[Stored data]
════════════════════
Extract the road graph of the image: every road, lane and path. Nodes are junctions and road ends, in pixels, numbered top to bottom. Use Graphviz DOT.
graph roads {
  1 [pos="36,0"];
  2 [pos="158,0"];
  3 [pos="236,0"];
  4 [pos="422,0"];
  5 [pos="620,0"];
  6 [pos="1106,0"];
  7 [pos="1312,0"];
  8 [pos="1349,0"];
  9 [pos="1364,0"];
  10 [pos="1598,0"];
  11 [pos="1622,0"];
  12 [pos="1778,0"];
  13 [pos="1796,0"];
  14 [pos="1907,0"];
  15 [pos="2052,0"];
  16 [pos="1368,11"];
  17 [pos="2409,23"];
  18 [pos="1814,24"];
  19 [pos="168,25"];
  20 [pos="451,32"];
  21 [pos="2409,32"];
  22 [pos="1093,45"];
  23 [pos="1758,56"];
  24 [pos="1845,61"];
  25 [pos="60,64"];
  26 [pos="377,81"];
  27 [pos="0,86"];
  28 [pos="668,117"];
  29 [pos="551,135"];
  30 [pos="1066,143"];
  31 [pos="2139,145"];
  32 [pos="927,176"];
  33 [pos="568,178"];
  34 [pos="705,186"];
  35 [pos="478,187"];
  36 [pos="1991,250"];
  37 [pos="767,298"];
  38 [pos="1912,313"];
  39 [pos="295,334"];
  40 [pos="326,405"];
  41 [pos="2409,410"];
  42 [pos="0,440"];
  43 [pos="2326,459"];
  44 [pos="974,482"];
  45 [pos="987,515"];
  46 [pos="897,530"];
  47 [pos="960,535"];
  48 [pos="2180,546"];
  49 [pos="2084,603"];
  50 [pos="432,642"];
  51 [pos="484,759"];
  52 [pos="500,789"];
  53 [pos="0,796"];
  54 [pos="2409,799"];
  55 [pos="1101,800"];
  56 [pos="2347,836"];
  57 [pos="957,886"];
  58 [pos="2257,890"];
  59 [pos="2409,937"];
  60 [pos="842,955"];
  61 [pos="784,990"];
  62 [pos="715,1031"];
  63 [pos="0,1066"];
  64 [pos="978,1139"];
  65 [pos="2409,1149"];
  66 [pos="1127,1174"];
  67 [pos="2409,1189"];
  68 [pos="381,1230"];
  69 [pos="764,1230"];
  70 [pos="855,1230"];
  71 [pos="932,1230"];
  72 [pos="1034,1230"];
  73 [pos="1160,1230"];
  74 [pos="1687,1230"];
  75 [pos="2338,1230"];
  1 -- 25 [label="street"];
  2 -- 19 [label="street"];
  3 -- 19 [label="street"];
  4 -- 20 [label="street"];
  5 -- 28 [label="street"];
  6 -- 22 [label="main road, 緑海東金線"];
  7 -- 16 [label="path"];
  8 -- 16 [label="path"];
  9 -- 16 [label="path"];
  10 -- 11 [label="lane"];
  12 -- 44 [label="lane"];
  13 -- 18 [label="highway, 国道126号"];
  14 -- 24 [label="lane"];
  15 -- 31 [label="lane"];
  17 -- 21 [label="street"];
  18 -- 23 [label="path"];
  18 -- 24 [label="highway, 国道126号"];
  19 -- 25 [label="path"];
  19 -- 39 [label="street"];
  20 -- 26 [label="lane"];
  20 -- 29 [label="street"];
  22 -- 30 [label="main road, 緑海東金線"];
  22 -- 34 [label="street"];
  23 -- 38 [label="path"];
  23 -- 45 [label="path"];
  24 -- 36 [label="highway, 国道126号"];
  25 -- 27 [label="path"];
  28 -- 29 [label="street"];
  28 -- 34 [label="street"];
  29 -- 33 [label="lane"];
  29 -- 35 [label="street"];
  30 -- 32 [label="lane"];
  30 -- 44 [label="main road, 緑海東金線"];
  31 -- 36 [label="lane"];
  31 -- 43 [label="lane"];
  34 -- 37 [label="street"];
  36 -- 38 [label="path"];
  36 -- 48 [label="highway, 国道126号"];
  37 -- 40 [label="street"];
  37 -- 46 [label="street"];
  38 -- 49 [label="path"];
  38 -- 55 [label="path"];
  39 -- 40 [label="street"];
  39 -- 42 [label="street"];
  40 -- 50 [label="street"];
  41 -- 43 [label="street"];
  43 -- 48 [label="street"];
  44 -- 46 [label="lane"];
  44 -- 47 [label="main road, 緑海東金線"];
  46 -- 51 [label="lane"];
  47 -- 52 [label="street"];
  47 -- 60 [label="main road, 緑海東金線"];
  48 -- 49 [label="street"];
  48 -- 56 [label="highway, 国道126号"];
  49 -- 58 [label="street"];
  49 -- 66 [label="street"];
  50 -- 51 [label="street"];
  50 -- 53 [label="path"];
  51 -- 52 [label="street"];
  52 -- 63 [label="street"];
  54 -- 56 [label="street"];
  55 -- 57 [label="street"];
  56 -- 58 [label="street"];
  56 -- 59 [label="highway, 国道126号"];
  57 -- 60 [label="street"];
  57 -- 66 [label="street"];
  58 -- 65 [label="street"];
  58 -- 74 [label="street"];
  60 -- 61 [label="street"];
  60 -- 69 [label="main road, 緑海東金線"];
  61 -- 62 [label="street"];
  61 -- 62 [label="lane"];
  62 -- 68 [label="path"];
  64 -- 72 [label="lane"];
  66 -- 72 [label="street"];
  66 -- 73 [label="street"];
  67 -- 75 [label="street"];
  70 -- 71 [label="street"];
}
════════════════════
Work item
Each line of the data above is to be duplicated exactly.

Solution to the exercise
Extract the road graph of the image: every road, lane and path. Nodes are junctions and road ends, in pixels, numbered top to bottom. Use Graphviz DOT.
graph roads {
  1 [pos="36,0"];
  2 [pos="158,0"];
  3 [pos="236,0"];
  4 [pos="422,0"];
  5 [pos="620,0"];
  6 [pos="1106,0"];
  7 [pos="1312,0"];
  8 [pos="1349,0"];
  9 [pos="1364,0"];
  10 [pos="1598,0"];
  11 [pos="1622,0"];
  12 [pos="1778,0"];
  13 [pos="1796,0"];
  14 [pos="1907,0"];
  15 [pos="2052,0"];
  16 [pos="1368,11"];
  17 [pos="2409,23"];
  18 [pos="1814,24"];
  19 [pos="168,25"];
  20 [pos="451,32"];
  21 [pos="2409,32"];
  22 [pos="1093,45"];
  23 [pos="1758,56"];
  24 [pos="1845,61"];
  25 [pos="60,64"];
  26 [pos="377,81"];
  27 [pos="0,86"];
  28 [pos="668,117"];
  29 [pos="551,135"];
  30 [pos="1066,143"];
  31 [pos="2139,145"];
  32 [pos="927,176"];
  33 [pos="568,178"];
  34 [pos="705,186"];
  35 [pos="478,187"];
  36 [pos="1991,250"];
  37 [pos="767,298"];
  38 [pos="1912,313"];
  39 [pos="295,334"];
  40 [pos="326,405"];
  41 [pos="2409,410"];
  42 [pos="0,440"];
  43 [pos="2326,459"];
  44 [pos="974,482"];
  45 [pos="987,515"];
  46 [pos="897,530"];
  47 [pos="960,535"];
  48 [pos="2180,546"];
  49 [pos="2084,603"];
  50 [pos="432,642"];
  51 [pos="484,759"];
  52 [pos="500,789"];
  53 [pos="0,796"];
  54 [pos="2409,799"];
  55 [pos="1101,800"];
  56 [pos="2347,836"];
  57 [pos="957,886"];
  58 [pos="2257,890"];
  59 [pos="2409,937"];
  60 [pos="842,955"];
  61 [pos="784,990"];
  62 [pos="715,1031"];
  63 [pos="0,1066"];
  64 [pos="978,1139"];
  65 [pos="2409,1149"];
  66 [pos="1127,1174"];
  67 [pos="2409,1189"];
  68 [pos="381,1230"];
  69 [pos="764,1230"];
  70 [pos="855,1230"];
  71 [pos="932,1230"];
  72 [pos="1034,1230"];
  73 [pos="1160,1230"];
  74 [pos="1687,1230"];
  75 [pos="2338,1230"];
  1 -- 25 [label="street"];
  2 -- 19 [label="street"];
  3 -- 19 [label="street"];
  4 -- 20 [label="street"];
  5 -- 28 [label="street"];
  6 -- 22 [label="main road, 緑海東金線"];
  7 -- 16 [label="path"];
  8 -- 16 [label="path"];
  9 -- 16 [label="path"];
  10 -- 11 [label="lane"];
  12 -- 44 [label="lane"];
  13 -- 18 [label="highway, 国道126号"];
  14 -- 24 [label="lane"];
  15 -- 31 [label="lane"];
  17 -- 21 [label="street"];
  18 -- 23 [label="path"];
  18 -- 24 [label="highway, 国道126号"];
  19 -- 25 [label="path"];
  19 -- 39 [label="street"];
  20 -- 26 [label="lane"];
  20 -- 29 [label="street"];
  22 -- 30 [label="main road, 緑海東金線"];
  22 -- 34 [label="street"];
  23 -- 38 [label="path"];
  23 -- 45 [label="path"];
  24 -- 36 [label="highway, 国道126号"];
  25 -- 27 [label="path"];
  28 -- 29 [label="street"];
  28 -- 34 [label="street"];
  29 -- 33 [label="lane"];
  29 -- 35 [label="street"];
  30 -- 32 [label="lane"];
  30 -- 44 [label="main road, 緑海東金線"];
  31 -- 36 [label="lane"];
  31 -- 43 [label="lane"];
  34 -- 37 [label="street"];
  36 -- 38 [label="path"];
  36 -- 48 [label="highway, 国道126号"];
  37 -- 40 [label="street"];
  37 -- 46 [label="street"];
  38 -- 49 [label="path"];
  38 -- 55 [label="path"];
  39 -- 40 [label="street"];
  39 -- 42 [label="street"];
  40 -- 50 [label="street"];
  41 -- 43 [label="street"];
  43 -- 48 [label="street"];
  44 -- 46 [label="lane"];
  44 -- 47 [label="main road, 緑海東金線"];
  46 -- 51 [label="lane"];
  47 -- 52 [label="street"];
  47 -- 60 [label="main road, 緑海東金線"];
  48 -- 49 [label="street"];
  48 -- 56 [label="highway, 国道126号"];
  49 -- 58 [label="street"];
  49 -- 66 [label="street"];
  50 -- 51 [label="street"];
  50 -- 53 [label="path"];
  51 -- 52 [label="street"];
  52 -- 63 [label="street"];
  54 -- 56 [label="street"];
  55 -- 57 [label="street"];
  56 -- 58 [label="street"];
  56 -- 59 [label="highway, 国道126号"];
  57 -- 60 [label="street"];
  57 -- 66 [label="street"];
  58 -- 65 [label="street"];
  58 -- 74 [label="street"];
  60 -- 61 [label="street"];
  60 -- 69 [label="main road, 緑海東金線"];
  61 -- 62 [label="street"];
  61 -- 62 [label="lane"];
  62 -- 68 [label="path"];
  64 -- 72 [label="lane"];
  66 -- 72 [label="street"];
  66 -- 73 [label="street"];
  67 -- 75 [label="street"];
  70 -- 71 [label="street"];
}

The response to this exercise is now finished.